MCS 203 (Jan - May 2019)  Data Mining

Data has been accumulating throughout the computer age in many forms, including database systems, spreadsheets, text files, and recently web pages. Data mining aims to search through data for hidden relationships and patterns. It has application potential in both commercial and scientific domains. Data Mining has emerged as a field of inter-disciplinary  studies in Computer Science.

This is an introductory course on Data Mining. This is a 4 credit course (3-0-2), requiring intensive programming. Pre-requisites for this course are good understanding of statistics, C++ programming on Linux, and good practice of using and designing complex data structures.

Text Book:

1.     Data Mining and Analysis: Fundamental Concepts and Algorithms : Zaki, Mohammed J., and Wagner Meira Jr., (Cambridge University Press, 2014) [Click here to download draft copy of the book]

Ref. Books:

2.     Introduction to Data Mining: Tan, Stienbach and Vipin Kumar, (Pearson Education 2010)

3.     Data Mining: Concepts and Techniques, Han and Kamber (Morgan Koffmann, 2010)

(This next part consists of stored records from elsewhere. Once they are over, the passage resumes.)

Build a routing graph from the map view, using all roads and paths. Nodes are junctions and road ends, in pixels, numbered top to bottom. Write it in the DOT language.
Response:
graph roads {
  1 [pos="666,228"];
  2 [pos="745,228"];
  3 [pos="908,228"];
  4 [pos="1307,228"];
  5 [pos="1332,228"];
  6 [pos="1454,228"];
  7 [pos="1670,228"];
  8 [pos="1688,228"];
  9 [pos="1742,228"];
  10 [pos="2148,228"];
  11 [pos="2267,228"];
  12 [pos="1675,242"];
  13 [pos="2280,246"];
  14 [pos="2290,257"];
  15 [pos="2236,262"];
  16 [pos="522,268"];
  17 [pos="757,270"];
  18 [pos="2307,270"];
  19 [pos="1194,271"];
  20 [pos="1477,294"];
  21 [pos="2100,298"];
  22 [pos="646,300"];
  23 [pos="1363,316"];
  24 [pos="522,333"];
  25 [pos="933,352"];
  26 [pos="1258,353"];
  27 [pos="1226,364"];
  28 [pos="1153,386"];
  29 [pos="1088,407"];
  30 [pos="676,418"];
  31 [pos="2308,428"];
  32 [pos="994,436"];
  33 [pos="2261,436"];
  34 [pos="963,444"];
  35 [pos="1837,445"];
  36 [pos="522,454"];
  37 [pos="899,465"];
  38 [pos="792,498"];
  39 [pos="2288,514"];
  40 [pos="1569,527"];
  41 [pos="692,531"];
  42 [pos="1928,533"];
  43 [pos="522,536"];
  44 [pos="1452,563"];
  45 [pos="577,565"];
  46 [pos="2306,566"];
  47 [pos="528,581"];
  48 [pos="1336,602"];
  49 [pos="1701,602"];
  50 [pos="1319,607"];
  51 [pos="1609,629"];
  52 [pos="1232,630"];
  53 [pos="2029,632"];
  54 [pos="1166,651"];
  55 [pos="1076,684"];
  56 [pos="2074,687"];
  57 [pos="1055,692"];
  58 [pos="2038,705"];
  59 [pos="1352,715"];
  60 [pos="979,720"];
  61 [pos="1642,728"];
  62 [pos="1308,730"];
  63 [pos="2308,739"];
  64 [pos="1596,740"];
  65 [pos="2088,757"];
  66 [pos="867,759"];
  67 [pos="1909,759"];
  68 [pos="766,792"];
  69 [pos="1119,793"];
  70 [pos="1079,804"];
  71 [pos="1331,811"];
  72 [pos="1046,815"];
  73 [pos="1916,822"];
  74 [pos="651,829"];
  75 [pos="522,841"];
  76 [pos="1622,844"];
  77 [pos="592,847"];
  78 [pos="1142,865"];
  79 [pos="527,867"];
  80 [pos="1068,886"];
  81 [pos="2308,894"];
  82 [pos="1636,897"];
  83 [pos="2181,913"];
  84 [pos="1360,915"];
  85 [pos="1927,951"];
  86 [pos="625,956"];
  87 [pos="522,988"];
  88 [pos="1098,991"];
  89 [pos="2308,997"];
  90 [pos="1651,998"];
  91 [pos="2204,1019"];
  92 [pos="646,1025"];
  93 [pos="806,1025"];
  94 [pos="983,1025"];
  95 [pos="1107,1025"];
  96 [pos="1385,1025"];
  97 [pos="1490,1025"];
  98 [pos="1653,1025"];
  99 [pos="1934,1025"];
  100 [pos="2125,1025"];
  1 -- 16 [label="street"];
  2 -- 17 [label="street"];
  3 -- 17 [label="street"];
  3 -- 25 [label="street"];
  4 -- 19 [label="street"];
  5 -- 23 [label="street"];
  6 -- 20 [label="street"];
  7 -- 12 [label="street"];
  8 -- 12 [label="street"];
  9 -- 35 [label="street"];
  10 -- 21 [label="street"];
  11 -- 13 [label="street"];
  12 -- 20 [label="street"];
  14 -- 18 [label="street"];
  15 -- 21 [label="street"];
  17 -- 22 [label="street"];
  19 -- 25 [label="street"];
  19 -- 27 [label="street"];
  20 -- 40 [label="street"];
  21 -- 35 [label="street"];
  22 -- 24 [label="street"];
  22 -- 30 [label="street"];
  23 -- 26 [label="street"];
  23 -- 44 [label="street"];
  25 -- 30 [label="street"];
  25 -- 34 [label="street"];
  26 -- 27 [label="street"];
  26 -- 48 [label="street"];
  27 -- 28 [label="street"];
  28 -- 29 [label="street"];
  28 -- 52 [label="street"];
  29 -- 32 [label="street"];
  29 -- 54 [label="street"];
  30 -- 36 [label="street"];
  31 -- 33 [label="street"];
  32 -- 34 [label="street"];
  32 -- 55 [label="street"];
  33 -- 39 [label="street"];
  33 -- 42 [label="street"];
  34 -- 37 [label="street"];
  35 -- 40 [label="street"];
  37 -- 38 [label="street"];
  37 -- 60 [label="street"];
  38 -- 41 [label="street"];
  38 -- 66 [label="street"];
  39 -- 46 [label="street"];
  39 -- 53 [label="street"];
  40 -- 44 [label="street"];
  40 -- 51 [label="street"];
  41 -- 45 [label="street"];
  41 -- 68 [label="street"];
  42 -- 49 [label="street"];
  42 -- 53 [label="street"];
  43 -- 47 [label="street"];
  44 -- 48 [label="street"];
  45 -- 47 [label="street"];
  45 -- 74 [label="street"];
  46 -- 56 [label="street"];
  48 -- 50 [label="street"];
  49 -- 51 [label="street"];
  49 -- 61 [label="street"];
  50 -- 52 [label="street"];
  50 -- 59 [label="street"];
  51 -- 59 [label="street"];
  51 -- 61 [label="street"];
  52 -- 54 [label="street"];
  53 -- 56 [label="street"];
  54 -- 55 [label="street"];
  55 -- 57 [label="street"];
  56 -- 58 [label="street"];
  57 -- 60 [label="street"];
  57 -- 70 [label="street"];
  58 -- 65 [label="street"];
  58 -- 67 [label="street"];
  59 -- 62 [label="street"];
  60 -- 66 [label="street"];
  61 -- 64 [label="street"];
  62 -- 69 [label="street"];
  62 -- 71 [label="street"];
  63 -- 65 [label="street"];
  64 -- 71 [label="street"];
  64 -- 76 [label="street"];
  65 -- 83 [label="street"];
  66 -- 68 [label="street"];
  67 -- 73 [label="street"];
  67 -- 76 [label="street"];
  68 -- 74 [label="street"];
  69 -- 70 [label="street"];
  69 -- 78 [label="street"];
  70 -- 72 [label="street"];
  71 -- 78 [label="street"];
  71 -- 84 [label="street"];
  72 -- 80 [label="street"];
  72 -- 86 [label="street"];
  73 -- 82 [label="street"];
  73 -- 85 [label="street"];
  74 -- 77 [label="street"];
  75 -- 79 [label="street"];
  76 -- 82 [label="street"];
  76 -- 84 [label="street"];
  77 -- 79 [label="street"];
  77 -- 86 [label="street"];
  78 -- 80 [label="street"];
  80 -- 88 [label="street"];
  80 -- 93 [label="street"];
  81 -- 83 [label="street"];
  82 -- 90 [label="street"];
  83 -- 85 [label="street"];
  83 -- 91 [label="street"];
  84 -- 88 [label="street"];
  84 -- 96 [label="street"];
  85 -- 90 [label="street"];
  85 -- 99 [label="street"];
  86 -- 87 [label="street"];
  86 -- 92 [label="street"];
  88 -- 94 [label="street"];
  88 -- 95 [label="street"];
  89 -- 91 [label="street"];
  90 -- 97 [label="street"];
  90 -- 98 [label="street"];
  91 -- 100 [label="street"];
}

4.     Principles of Data Mining, David J. Hand, Heikki Mannila and Padhraic Smyth
(PHI)

Course Plan 

Week

Topics from Text Book

1

Chapters 1

2-7

Clustering Algorithms: Hierarchical clustering (Chapter 14), Partition based - K means and Expectation-Maximization (Chapter 13), Kernal trick (Chap 5), Density based clustering -Dbscan (Chapter 15), Cluster validation

8-12

Supervised Learning: Bayes Classification, KNN classifier (Chapter 18), Decision Tree (Chapter 19), Evaluation of classifiers (Chapter 22)

13-15

Frequent item-set Mining (Chapter 8)

 

Lab Work

Week

Tasks

Remarks

1-3

Download and install Weka. Familiarize yourself with Weka. Explore data using Weka. Learn to use attribute filters for discretization, etc.

Practice use of filters

Click here for Weka

4

Introduction to R, Visualization in R

Click here to download R

4-6

Start working on the project

Exploratory data analysis

7-14

Project work

Submit report by 15 Apr 2019

30 marks are for internal assessment. Breakup is

10 Minor 1, as per schedule displayed on the notice board.

15 Project

05 Assignments

 Project

You have to work in groups of four. Diversity in group will bring advantage.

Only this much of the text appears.